PHOENIX -- The Big 12 may have broke camp at their Fiesta Summit spring meetings without a decision, but it left with a purpose.

“It’s looking at the long-term viability of the conference,” said Shane Lyons, West Virginia’s athletic director.

These expansion talks are mostly about the Big 12 living up to its name. An expansion to 12 teams (from its current 10) would at least provide increased security. Call it a buffer against further losses of teams in the future.

It’s looking more and more like expansion would also enhance the league’s prospects of playing in the College Football Playoff.

The league’s coaches and ADs were presented with data Wednesday that showed there’s a 10-15 percent better chance for College Football Playoff inclusion if the Big 12 expands.

During that presentation, the league was told by Navigate Research that in its current 10-team configuration the league has a 62 percent chance of reaching the CFP in any given year.

Sounds ominous ... and exciting ... and confusing. But that number only means something if there is a comparison. What’s the SEC’s percentage? The rest of the Power Five?

“They’re at a disadvantage” compared to those other leagues if they don't expand, said a person with knowledge of the presentation. “It’s clear.”

For the moment, Big 12 commissioner Bob Bowlsby is excited with the projection of getting into the CFP slightly more than six times over a 10-year period.

“But that also means you’re going to be left out four times,” he said, “which will be a swallow-hard moment.”

The Big 12 being left out once (in 2014) is why the league has sweated itself into this position. Expansion isn’t so much about money. One industry source said the financial gain would be minimal at best.

The Big 12 would have to split its bowl and NCAA Tournament revenues 12 ways instead of 10. And rightsholders Fox and ESPN wouldn’t exactly be happy. Taking in two American Athletic Conference teams -- let’s say, Cincinnati and Central Florida -- would mean those schools would get a per-year bump from about $1.6 million to more than $20 million.

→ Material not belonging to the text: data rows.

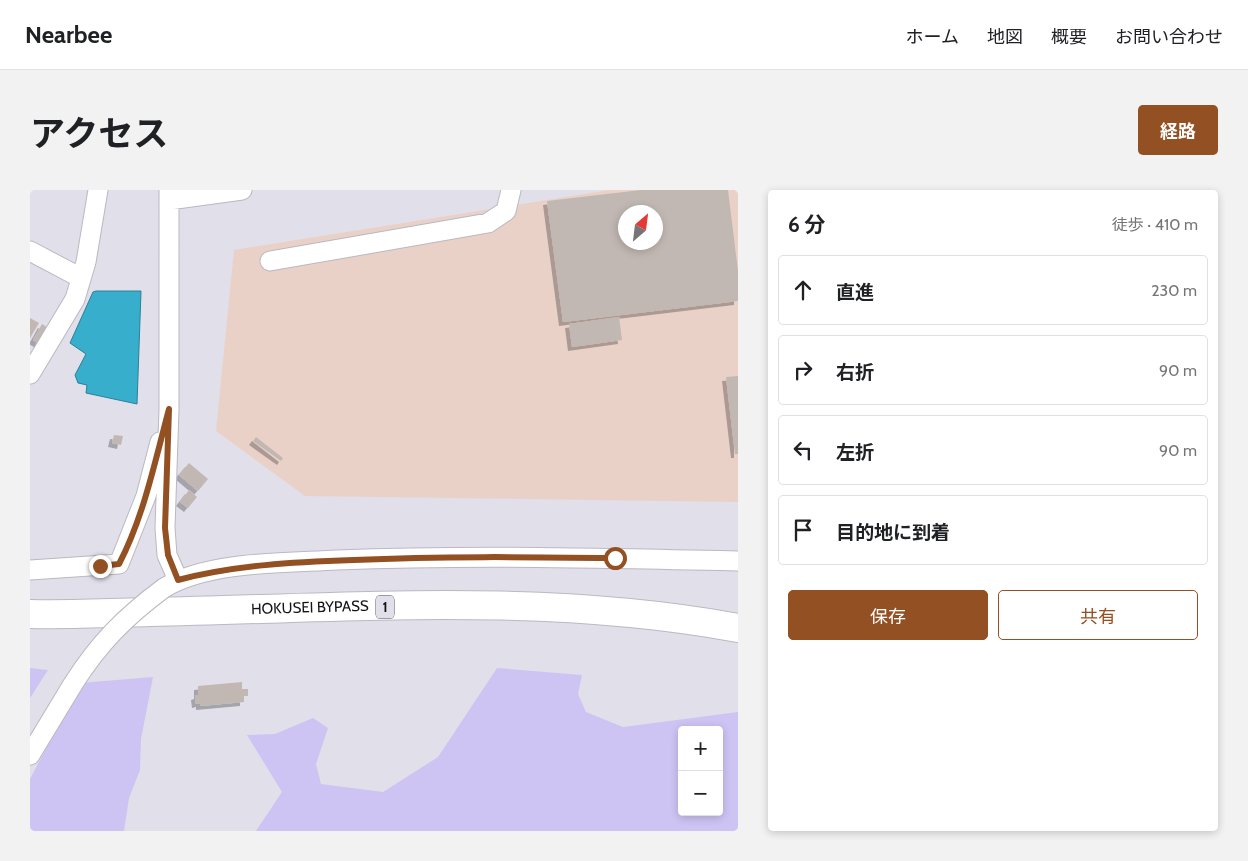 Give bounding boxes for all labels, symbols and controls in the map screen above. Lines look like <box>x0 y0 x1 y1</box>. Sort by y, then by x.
text: Nearbee <box>25 20 112 49</box>
text: ホーム <box>906 26 959 48</box>
text: 地図 <box>987 26 1023 48</box>
text: 概要 <box>1051 26 1087 48</box>
text: お問い合わせ <box>1115 26 1223 48</box>
button: 経路 <box>1138 105 1218 155</box>
text: アクセス <box>30 112 168 155</box>
north arrow <box>618 205 663 250</box>
text: 6 分 <box>788 212 826 237</box>
text: 徒歩 · 410 m <box>1112 215 1198 234</box>
icon: ahead <box>789 276 817 304</box>
text: 直進 <box>836 281 874 304</box>
text: 230 m <box>1151 281 1197 300</box>
icon: right <box>789 356 817 384</box>
text: 右折 <box>836 361 874 384</box>
text: 90 m <box>1159 361 1197 380</box>
icon: left <box>789 436 817 464</box>
text: 左折 <box>836 441 874 464</box>
text: 90 m <box>1159 441 1197 460</box>
icon: arrive <box>789 516 817 544</box>
text: 目的地に到着 <box>836 521 950 544</box>
route start <box>604 547 627 570</box>
route end <box>89 555 112 578</box>
button: 保存 <box>788 590 988 640</box>
button: 共有 <box>998 590 1198 640</box>
road number: 1 <box>376 596 394 618</box>
street label: HOKUSEI BYPASS <box>251 597 369 618</box>
map controls <box>678 726 723 816</box>
button: + <box>678 726 723 771</box>
button: − <box>678 771 723 816</box>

“Why,” that source questioned, “because they changed the logo on their jersey?”

Good for the new schools. Net neutral for the existing schools.

This is mostly about breeding and preparing the best team possible for CFP consideration. The best way is to go undefeated. The Big 12 would be all but in. Since 1998, there haven’t been four undefeated Power Five schools in the same season. And there’s only four spots in the CFP.

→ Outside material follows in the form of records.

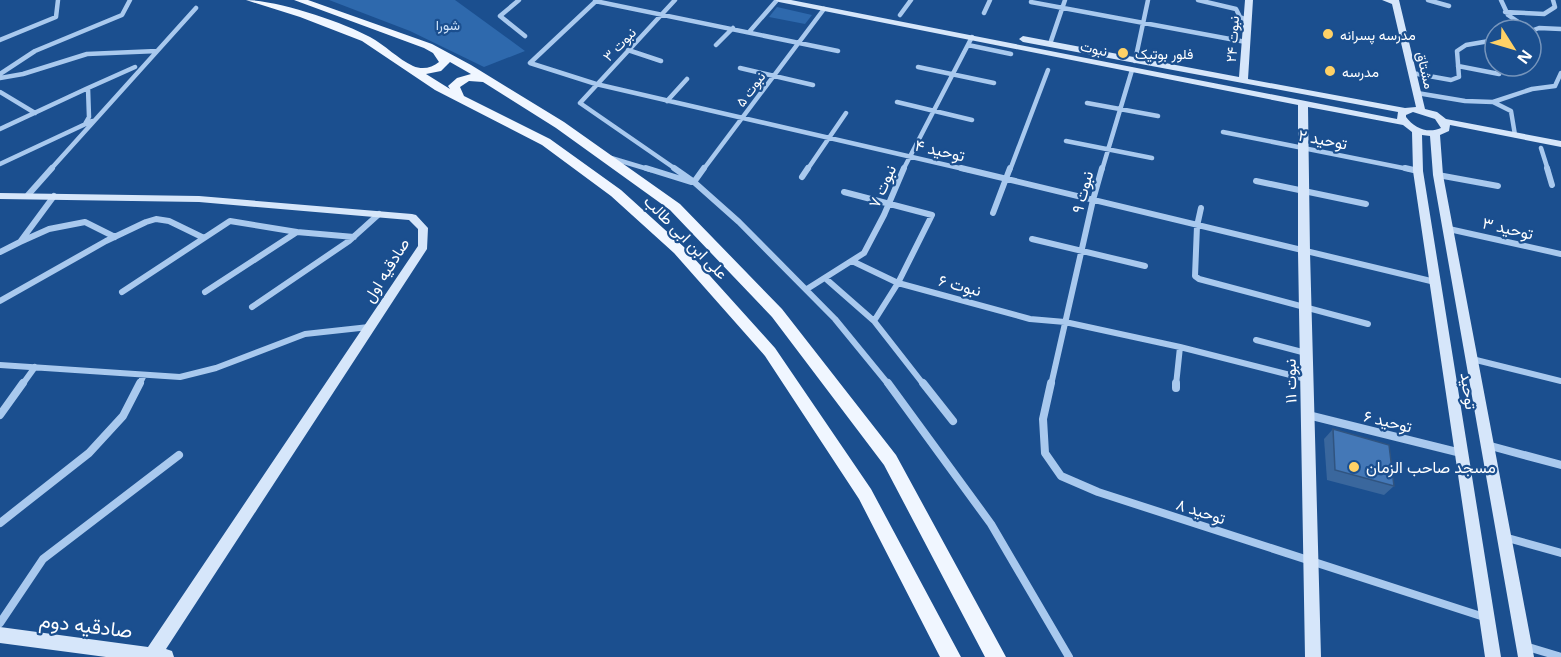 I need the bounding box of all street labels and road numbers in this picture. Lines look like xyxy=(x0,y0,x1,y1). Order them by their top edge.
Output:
street label: نبوت ۲۴ xyxy=(1221,15,1243,63)
street label: نبوت ۳ xyxy=(598,23,640,65)
street label: نبوت xyxy=(1079,36,1109,60)
street label: مشتاق xyxy=(1412,49,1440,91)
street label: نبوت ۵ xyxy=(731,68,769,110)
street label: توحید ۲ xyxy=(1297,123,1350,155)
street label: توحید ۴ xyxy=(913,134,967,166)
street label: نبوت ۷ xyxy=(863,161,901,211)
street label: نبوت ۹ xyxy=(1066,168,1098,216)
street label: علی ابن ابی طالب xyxy=(639,190,733,284)
street label: توحید ۳ xyxy=(1480,211,1536,245)
street label: صادقیه اول xyxy=(358,234,414,306)
street label: نبوت ۶ xyxy=(936,269,984,301)
street label: نبوت ۱۱ xyxy=(1279,359,1301,403)
street label: توحید xyxy=(1456,371,1482,411)
street label: توحید ۶ xyxy=(1362,404,1415,438)
street label: توحید ۸ xyxy=(1174,493,1229,529)
street label: صادقیه دوم xyxy=(38,606,134,644)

Short of that, the Big 12 cannot be upset in that conference championship game. One problem: The league was most volatile in that space when it staged such a game from 1996-2010. The point-spread underdog either covered or won outright six games, which is almost a 40 percent fail rate. Overall in the history of league championship games, the underdog has won less than 30 percent of the time.

The whole enterprise to this point is an altered version of survive (with expansion) and advance (in the CFP by doing so).

Less than five years ago, the Big 12 was looking at the prospect of playing with eight teams in 2012. The addition of West Virginia and TCU allowed the Big 12 to survive.

“It’s more of an offensive undertaking than defensive,” commissioner Bob Bowlsby said. “It feels more like forward than backward.”

After two years of the College Football Playoff, the Big 12 is deciding the best way to compete for a spot in it.

It’s clear the league is trending toward expanding. The “who” part is confounding. Forget the assumption that West Virginia needs a “travel partner” -- a school close to Morgantown to help ease travel stress. West Virginia is almost 1,000 miles from its nearest conference rival, Iowa State.

“We don’t need a travel partner,” said Lyons, who sounds up for anything.

That would mean everyone is in play -- BYU, Central Florida, UConn, Memphis, insert your favorite team here.

There’s a good analogy in regard to the FBS’s smallest conference. Think of the little old lady who refuses to sell her century-old house while skyscrapers are erected around it.

That land is still worth a lot of money but those skyscrapers blot out the sun. Sooner or later, that little old lady’s garden dies out.

That’s the Big 12 these days as it contemplates its future composition.

“Getting left out [of the playoff] is not going to ever is going to be any fun but it also creates some of the suspense that goes along with it,” Bowlsby said. “There must a psychological name for it. You take more pleasure in your achievement knowing that someone has failed allowing you to get there.”